━━━ SUPPLIED ENTRIES ━━━

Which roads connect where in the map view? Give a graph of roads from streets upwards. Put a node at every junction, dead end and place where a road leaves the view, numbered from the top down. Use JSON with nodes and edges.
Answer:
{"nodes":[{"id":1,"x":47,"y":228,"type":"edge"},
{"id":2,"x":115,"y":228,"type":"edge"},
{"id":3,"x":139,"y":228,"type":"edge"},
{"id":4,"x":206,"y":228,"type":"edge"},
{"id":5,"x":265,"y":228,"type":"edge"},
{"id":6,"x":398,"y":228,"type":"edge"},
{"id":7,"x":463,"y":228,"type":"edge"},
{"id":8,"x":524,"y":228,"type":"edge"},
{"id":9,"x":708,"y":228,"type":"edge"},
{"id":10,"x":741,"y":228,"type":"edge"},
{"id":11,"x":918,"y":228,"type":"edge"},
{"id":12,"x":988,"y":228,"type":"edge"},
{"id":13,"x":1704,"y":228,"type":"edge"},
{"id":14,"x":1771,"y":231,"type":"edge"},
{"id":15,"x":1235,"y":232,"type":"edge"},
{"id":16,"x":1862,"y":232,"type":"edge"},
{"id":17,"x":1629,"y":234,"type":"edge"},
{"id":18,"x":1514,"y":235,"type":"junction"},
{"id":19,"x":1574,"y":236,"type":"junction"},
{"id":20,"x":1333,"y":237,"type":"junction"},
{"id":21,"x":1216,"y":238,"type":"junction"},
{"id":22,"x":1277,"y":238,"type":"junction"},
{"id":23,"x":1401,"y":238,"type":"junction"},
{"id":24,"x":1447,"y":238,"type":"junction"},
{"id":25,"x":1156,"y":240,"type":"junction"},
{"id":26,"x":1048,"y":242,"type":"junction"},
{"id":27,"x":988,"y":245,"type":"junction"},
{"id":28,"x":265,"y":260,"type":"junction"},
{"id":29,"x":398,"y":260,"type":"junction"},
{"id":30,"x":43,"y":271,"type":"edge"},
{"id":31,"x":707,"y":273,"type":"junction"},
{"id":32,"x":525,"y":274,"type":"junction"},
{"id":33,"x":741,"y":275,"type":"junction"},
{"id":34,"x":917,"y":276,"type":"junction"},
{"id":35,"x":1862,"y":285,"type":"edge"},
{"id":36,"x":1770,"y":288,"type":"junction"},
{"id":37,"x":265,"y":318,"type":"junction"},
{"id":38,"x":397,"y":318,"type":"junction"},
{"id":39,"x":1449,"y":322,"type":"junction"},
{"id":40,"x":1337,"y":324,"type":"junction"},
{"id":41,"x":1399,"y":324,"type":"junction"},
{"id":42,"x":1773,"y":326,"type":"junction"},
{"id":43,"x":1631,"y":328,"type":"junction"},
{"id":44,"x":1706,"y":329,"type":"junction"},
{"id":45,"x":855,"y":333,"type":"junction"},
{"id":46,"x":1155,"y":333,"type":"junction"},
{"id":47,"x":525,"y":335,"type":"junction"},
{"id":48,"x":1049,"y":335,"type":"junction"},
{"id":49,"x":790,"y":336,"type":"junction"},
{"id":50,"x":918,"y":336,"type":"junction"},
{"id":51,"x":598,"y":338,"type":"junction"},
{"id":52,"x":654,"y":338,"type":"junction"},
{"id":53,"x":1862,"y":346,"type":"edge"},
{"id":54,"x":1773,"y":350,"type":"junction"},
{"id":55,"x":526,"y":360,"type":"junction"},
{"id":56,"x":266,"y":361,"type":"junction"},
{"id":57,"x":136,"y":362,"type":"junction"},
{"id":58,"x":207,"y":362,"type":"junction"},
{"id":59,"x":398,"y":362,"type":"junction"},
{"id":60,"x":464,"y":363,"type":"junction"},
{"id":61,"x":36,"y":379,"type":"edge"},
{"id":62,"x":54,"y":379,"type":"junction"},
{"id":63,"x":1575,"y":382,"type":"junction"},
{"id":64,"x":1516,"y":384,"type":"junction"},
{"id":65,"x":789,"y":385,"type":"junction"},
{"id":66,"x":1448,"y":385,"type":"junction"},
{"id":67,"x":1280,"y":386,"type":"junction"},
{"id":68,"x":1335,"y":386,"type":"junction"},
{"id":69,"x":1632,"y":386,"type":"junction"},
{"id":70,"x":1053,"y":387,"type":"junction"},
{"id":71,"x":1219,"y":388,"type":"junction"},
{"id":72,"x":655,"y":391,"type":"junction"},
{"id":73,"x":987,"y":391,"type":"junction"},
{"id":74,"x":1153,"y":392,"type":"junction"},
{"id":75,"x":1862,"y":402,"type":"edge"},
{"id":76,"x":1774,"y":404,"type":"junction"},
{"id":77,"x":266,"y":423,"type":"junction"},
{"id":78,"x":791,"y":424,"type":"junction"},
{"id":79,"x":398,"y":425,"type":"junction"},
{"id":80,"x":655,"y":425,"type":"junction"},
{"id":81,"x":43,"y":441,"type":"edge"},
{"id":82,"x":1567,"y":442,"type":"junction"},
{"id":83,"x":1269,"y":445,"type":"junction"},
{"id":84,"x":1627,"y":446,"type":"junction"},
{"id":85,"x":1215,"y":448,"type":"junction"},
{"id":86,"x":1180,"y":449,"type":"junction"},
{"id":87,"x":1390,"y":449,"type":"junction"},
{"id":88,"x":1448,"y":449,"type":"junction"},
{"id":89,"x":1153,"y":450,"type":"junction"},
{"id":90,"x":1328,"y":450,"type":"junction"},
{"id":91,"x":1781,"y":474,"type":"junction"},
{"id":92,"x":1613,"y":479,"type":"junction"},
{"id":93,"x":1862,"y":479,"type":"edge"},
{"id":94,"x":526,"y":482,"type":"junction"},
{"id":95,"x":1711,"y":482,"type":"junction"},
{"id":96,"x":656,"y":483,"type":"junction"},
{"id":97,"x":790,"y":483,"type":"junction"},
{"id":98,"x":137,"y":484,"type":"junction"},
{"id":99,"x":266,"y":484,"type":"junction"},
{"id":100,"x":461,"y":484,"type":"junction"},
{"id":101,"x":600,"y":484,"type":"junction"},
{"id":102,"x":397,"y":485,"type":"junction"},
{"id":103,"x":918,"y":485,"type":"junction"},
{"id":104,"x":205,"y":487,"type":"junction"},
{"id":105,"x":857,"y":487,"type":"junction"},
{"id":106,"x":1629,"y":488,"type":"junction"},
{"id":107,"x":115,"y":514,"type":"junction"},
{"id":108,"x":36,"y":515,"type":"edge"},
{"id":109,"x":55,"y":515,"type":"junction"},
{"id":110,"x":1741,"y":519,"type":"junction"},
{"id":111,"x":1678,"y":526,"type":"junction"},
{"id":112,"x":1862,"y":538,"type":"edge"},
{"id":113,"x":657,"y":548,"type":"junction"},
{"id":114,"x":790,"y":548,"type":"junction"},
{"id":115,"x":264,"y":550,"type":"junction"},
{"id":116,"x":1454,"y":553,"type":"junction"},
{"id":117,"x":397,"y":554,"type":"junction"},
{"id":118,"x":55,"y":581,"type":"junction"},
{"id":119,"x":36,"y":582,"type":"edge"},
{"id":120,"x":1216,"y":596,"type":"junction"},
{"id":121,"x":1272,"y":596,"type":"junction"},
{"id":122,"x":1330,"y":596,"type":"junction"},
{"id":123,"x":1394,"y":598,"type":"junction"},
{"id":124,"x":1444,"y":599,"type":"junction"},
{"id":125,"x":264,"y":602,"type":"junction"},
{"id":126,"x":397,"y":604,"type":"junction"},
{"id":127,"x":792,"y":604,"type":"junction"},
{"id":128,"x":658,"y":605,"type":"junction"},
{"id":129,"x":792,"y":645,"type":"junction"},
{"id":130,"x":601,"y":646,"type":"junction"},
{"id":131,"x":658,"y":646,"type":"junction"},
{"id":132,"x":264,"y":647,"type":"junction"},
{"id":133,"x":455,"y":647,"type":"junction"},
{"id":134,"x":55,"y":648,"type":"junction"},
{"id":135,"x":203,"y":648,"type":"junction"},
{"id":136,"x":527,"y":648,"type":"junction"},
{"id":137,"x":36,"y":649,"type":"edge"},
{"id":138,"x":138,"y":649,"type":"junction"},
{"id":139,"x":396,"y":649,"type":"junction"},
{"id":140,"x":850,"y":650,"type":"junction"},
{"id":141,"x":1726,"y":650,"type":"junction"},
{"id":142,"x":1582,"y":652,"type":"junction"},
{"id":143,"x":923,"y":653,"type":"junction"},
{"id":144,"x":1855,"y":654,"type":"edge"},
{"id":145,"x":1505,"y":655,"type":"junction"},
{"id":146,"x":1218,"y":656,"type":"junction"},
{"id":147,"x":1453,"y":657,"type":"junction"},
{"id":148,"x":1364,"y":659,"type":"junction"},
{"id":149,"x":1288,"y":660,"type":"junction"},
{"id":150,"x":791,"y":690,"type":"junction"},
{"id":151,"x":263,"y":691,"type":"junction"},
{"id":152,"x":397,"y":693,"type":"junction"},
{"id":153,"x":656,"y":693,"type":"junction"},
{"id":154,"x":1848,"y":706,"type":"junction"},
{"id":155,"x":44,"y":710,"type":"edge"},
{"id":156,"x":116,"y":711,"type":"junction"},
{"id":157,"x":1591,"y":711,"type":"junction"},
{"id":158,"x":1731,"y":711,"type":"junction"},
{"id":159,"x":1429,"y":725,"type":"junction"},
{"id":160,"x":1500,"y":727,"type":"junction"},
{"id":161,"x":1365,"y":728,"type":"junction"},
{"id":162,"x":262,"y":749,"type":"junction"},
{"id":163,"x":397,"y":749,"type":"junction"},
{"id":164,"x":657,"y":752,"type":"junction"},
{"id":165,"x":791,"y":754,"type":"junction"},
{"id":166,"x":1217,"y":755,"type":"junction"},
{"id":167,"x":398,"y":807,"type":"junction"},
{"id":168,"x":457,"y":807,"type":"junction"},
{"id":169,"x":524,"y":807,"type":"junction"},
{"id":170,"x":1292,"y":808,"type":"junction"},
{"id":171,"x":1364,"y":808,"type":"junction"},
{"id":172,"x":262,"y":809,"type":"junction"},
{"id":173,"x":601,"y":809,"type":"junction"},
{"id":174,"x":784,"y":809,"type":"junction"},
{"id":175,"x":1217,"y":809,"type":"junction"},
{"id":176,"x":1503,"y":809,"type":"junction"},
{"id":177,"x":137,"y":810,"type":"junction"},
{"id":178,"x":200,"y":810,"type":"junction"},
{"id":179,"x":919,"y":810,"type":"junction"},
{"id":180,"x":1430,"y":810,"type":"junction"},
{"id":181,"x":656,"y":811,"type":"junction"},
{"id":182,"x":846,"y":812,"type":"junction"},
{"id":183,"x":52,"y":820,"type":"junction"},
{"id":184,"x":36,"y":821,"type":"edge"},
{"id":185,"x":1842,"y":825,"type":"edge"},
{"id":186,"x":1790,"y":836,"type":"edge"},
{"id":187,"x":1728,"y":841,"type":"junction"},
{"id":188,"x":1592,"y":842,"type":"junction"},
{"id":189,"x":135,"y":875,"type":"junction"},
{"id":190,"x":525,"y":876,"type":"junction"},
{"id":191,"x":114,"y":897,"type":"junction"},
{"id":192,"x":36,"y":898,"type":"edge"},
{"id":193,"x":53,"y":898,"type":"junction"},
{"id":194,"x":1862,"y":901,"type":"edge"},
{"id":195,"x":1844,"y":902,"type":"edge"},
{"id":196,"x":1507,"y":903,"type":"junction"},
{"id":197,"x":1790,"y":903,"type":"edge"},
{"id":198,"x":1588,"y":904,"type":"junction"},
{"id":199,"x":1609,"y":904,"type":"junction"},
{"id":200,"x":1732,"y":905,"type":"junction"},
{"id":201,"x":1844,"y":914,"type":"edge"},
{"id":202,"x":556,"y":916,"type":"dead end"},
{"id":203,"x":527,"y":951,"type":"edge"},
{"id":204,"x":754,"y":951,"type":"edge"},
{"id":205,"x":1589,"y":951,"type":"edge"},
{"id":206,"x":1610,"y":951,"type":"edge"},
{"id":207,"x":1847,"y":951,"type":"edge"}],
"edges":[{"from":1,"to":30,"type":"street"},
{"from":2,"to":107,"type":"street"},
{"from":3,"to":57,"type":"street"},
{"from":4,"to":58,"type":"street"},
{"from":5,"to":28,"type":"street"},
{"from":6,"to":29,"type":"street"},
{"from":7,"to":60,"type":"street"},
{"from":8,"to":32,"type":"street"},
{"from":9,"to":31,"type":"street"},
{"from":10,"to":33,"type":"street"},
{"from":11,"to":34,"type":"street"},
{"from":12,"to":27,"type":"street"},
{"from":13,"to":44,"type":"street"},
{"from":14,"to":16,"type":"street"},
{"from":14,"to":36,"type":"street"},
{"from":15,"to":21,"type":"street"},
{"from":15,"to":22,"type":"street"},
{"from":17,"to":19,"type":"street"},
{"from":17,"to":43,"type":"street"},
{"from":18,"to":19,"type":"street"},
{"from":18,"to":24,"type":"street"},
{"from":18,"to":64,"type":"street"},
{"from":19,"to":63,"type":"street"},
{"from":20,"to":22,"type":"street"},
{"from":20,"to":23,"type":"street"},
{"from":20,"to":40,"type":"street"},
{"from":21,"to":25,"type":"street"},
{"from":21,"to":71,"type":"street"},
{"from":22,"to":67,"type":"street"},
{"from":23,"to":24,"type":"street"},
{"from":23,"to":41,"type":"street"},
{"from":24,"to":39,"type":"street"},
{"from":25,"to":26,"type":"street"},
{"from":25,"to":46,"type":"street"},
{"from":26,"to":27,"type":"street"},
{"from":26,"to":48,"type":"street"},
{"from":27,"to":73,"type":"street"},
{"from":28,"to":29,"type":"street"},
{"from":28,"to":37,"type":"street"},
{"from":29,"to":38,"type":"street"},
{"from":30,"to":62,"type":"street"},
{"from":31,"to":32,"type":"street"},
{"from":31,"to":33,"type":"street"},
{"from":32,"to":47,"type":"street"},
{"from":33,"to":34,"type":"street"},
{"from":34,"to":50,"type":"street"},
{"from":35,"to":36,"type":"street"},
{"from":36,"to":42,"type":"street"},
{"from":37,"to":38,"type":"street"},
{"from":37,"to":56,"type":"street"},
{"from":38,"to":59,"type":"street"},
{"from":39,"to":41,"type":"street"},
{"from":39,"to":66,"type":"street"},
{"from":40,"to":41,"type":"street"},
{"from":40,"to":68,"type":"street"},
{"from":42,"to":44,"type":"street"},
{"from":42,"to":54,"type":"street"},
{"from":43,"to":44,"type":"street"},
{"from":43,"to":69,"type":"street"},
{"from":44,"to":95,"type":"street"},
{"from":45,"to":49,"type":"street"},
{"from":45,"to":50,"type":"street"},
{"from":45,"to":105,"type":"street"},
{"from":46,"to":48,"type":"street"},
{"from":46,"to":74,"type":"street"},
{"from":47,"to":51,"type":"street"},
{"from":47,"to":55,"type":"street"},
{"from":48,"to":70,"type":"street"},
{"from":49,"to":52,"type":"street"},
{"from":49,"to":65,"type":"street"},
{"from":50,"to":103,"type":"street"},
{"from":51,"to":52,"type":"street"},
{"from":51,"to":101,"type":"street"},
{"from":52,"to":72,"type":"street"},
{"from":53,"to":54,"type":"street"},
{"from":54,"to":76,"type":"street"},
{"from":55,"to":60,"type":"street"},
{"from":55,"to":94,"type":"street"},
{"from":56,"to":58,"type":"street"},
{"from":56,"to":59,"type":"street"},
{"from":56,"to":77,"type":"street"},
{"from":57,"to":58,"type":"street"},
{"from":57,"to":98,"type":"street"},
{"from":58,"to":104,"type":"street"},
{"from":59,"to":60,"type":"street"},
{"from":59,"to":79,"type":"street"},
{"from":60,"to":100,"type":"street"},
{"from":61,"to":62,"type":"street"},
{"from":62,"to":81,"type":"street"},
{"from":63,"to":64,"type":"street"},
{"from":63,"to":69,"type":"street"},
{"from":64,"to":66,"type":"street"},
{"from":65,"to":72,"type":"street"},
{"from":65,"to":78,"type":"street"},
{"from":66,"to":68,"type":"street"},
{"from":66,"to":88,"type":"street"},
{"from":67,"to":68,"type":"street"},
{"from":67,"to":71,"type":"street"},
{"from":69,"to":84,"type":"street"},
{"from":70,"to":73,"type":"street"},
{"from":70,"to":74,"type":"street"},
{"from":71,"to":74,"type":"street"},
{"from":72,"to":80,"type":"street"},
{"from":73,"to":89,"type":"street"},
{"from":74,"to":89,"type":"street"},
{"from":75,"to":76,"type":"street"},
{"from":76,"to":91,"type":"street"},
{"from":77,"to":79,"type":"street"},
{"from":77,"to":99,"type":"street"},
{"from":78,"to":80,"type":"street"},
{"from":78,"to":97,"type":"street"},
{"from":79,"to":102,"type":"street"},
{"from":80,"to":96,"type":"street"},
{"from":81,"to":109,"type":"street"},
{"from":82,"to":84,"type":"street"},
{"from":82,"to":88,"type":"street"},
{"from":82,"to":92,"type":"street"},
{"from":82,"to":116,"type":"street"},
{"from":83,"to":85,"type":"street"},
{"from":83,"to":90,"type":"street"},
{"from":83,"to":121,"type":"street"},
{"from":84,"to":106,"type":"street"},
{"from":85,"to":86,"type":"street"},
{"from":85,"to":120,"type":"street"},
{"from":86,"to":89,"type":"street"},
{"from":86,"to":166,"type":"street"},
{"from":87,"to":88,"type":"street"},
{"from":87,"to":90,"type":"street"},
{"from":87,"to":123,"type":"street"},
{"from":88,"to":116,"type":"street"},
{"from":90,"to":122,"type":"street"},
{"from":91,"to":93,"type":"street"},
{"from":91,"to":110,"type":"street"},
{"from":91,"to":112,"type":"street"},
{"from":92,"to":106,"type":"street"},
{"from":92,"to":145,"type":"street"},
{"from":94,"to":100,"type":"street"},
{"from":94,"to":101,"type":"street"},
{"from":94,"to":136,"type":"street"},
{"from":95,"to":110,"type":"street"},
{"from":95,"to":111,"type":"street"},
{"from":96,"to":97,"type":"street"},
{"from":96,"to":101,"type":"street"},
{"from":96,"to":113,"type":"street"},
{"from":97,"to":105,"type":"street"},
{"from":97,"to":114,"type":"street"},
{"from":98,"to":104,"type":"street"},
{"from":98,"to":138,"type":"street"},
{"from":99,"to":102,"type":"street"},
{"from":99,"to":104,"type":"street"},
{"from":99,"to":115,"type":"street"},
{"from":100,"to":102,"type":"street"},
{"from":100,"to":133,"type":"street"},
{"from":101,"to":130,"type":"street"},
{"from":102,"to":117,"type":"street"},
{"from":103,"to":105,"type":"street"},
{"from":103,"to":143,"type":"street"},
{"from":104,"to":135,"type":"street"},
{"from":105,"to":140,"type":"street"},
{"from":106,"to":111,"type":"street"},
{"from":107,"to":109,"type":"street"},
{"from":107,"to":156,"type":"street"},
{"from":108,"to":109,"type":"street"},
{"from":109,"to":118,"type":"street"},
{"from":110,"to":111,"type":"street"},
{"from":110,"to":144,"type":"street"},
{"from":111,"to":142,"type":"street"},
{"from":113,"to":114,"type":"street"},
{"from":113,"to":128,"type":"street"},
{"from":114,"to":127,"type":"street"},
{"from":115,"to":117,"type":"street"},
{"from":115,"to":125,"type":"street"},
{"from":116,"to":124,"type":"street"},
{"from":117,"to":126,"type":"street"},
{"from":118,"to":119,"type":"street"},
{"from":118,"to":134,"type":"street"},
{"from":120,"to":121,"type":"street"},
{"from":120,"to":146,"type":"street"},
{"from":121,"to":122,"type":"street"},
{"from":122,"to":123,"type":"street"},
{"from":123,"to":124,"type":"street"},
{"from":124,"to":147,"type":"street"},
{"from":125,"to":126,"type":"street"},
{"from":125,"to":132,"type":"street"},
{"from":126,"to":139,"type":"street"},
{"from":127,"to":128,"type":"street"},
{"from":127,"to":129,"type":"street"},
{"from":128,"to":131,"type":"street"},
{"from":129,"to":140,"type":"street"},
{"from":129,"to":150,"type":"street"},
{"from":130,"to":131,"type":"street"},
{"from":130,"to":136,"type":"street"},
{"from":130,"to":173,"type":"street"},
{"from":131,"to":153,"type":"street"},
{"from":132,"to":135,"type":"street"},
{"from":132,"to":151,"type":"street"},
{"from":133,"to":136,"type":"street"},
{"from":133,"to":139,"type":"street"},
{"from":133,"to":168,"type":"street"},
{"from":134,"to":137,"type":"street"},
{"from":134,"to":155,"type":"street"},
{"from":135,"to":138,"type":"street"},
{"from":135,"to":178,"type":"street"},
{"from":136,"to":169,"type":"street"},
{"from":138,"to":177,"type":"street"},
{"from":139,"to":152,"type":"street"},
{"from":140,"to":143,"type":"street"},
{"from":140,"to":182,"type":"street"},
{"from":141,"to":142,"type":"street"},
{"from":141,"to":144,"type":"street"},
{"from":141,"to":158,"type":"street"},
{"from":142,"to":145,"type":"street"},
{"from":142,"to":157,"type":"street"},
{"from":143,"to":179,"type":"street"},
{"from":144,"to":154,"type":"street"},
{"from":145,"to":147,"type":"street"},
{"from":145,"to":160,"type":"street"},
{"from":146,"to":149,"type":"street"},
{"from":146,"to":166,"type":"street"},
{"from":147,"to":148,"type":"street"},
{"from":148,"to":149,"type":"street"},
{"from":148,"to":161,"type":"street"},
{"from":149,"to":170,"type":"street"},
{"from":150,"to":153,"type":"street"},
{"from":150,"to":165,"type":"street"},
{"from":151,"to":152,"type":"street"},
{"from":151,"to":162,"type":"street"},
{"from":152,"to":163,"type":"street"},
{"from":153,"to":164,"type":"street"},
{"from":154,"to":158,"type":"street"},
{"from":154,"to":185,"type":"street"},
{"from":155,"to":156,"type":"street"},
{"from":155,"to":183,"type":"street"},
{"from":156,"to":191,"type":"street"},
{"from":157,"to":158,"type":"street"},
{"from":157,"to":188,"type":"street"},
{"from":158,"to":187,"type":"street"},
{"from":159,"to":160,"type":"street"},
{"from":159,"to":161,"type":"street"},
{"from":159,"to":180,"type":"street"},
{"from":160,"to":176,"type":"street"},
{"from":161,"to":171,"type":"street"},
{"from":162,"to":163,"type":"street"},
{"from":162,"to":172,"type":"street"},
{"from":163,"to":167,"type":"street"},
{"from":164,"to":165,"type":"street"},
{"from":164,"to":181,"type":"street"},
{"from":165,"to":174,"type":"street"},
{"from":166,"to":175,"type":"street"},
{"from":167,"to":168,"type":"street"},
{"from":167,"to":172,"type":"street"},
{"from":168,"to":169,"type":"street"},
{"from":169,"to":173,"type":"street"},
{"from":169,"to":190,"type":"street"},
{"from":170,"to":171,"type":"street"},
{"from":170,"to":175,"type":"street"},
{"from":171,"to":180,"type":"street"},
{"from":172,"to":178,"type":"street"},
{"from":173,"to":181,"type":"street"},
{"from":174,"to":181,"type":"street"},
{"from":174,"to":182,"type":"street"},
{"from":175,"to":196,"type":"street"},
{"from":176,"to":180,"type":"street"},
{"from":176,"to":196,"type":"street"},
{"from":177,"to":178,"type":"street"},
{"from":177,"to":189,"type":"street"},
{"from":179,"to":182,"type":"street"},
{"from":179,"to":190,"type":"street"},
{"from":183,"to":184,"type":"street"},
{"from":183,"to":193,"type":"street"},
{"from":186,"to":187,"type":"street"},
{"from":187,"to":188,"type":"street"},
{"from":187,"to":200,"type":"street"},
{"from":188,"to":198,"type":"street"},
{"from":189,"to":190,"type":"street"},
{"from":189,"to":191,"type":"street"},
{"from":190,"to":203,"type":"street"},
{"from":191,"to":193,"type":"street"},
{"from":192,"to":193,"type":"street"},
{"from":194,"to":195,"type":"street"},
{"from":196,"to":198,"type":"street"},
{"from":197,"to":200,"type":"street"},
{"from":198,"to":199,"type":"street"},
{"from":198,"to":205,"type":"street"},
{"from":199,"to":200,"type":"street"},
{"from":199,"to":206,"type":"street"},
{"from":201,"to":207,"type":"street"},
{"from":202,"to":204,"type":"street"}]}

━━━

• **TASK INSTRUCTIONS**
Go through the records above and, whenever a line includes the word "edges", copy it.

• **REPLY**
Which roads connect where in the map view? Give a graph of roads from streets upwards. Put a node at every junction, dead end and place where a road leaves the view, numbered from the top down. Use JSON with nodes and edges.
"edges":[{"from":1,"to":30,"type":"street"},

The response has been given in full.